• [BRIEF]: Set down the complete data exactly as it appears below.

[Records from a data collection]
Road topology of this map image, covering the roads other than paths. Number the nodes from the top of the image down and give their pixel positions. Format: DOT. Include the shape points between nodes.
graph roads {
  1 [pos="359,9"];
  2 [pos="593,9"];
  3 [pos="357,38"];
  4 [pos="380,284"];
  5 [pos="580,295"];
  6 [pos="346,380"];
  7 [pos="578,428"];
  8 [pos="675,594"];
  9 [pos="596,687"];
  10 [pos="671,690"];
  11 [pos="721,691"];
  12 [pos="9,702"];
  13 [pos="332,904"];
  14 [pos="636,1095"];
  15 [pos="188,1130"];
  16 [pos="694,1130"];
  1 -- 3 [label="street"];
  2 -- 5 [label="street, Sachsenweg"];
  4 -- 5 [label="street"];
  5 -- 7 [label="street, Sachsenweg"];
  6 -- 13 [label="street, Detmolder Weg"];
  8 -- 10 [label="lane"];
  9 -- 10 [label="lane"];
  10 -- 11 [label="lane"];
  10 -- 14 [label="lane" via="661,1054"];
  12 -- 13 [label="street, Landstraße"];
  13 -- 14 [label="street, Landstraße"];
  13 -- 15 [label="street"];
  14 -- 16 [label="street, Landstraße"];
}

• [RESPONSE BOX]:
Road topology of this map image, covering the roads other than paths. Number the nodes from the top of the image down and give their pixel positions. Format: DOT. Include the shape points between nodes.
graph roads {
  1 [pos="359,9"];
  2 [pos="593,9"];
  3 [pos="357,38"];
  4 [pos="380,284"];
  5 [pos="580,295"];
  6 [pos="346,380"];
  7 [pos="578,428"];
  8 [pos="675,594"];
  9 [pos="596,687"];
  10 [pos="671,690"];
  11 [pos="721,691"];
  12 [pos="9,702"];
  13 [pos="332,904"];
  14 [pos="636,1095"];
  15 [pos="188,1130"];
  16 [pos="694,1130"];
  1 -- 3 [label="street"];
  2 -- 5 [label="street, Sachsenweg"];
  4 -- 5 [label="street"];
  5 -- 7 [label="street, Sachsenweg"];
  6 -- 13 [label="street, Detmolder Weg"];
  8 -- 10 [label="lane"];
  9 -- 10 [label="lane"];
  10 -- 11 [label="lane"];
  10 -- 14 [label="lane" via="661,1054"];
  12 -- 13 [label="street, Landstraße"];
  13 -- 14 [label="street, Landstraße"];
  13 -- 15 [label="street"];
  14 -- 16 [label="street, Landstraße"];
}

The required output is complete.